Faribault’s Housing and Redevelopment Authority met with the region’s leading provider of affordable single family housing Monday to discuss the future of two sites it owns.
Rice County Habitat for Humanity reached out to the HRA because it was interested in a small, unusually shaped lot created by a recent city road project. Located at 734 Division St., that property was sold to the HRA earlier this year. Though its small size inhibits its commercial value, Rice County Habitat felt it could make use of it at some point in the future. However, the build isn’t likely to start soon, as Rice County Habitat Director Dayna Norvold said the organization has sites selected for 2021 and 2022.
Last year, Rice County Habitat hit a milestone, building its 50th House for a family in need, and it will reach a total of 54 homes this month. 24 of those homes are located in Faribault, with 11 in Northfield, 9 in Dundas and 4 each in Lonsdale, Morristown and Nerstrand.
In Rice County, Habitat families generally have an income of between $30,000 and $67,000, depending on the family’s size. Applicants are selected from a pool based on need, ability to pay a mortgage and willingness to partner with the organization.
In keeping with its mantra of providing “a hand up, not a handout,” Habitat asks families for contributions of time and money in exchange for their new home. The program is successful, with nearly all Rice County houses still owned by the family for whom they were built.

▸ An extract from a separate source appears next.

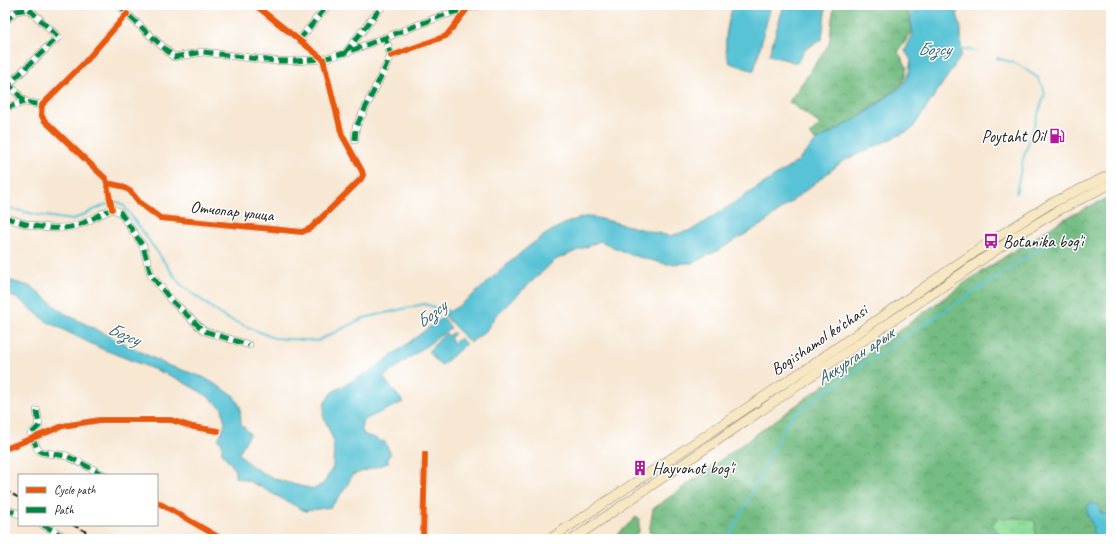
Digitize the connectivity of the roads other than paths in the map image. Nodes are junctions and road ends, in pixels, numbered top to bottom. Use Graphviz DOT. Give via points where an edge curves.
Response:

For 2021, Norvold said the organization has a goal of completing a pair of fourplexes in Northfield. Affordable lots in Northfield are typically harder for the organization to come by, and the poverty rate is also lower there, reducing general need.
Norvold said that the organization has plans to build on several other Faribault lots in 2022. Once those projects are complete, she said that Habitat would take a look at building a small home on the 734 Division St. site, ideal for a senior or veteran.
Due to the COVID-19 pandemic and rise in building costs, Norvold said that Habitat’s work has become harder and the organization is looking for donations. Notably, Habitat’s volunteer base skews older, meaning many of its volunteers are at greater risk if they contract COVID-19.
Due to Habitat’s track record of success, members of the HRA expressed eagerness towards working with them on the 734 Division Street project. Habitat and the HRA have had a longtime relationship, with the HRA traditionally covering building permit costs for its builds.
“With every Habitat project that I’ve seen in Faribault, they’ve delivered anything we’ve ever asked for,” said HRA Member Narren Brown. “You can trust them to deliver something that is above par and built as inexpensively as possible.”
Few details were discussed, but the HRA was sufficiently enthused about the proposal that it encouraged Habitat to consider purchasing a lot at 1116 Second St NW that it has struggled to move forward with for years.
The HRA purchased the tax-forfeited property last year from Rice County for just over $20,000. After considering several options, including potential demolition, the HRA initially opted to fix up the home and then sell it to a low-income family.
At 120 years old, the property was known to have suffered significantly from neglect over the years. Architecture and design firm ISG, a frequent partner of the city, was hired to do a comprehensive conditions assessment, the results of which deeply troubled the HRA.
Councilor Jonathan Wood, the City Council’s liaison to the HRA, reviewed ISG’s report and said that based on his experience renovating and flipping houses, he estimates the home could be rehabbed for about $50,000 to $80,000.
Given the value of comparable homes in the area, the HRA then could choose to sell the rebuilt house for a solid profit. However, other HRA members were concerned that the cost to fix the house up could be more than its value.
As an alternative, the HRA explored the possibility of demolishing the building and replacing it with a modular home. That would be more expensive, with a total potential cost topping out at around $200,000, including the money that has already been put into the lot. Charging such a price would place the lot at the higher end of housing values in the neighborhood. By contrast, Wood noted that a Habitat-built home on the site could get done for significantly less, due to Habitat’s ability to tap into volunteer labor and donated supplies.
Habitat is expected to return to the HRA next month with more specific plans for the 734 Division St. lot and potentially the 1116 Second St. site. If Habitat isn’t interested in the Second St. lot, plans to put a manufactured home on the site would likely proceed.
Whether those plans go forward would then be up to the HRA. However, Brown expressed optimism that an agreement could be reached, enabling Habitat to provide affordable housing in a community much in need of it.
“Habitat’s record is impeccable,” he said. “They’ve really done a great job of providing housing for families.”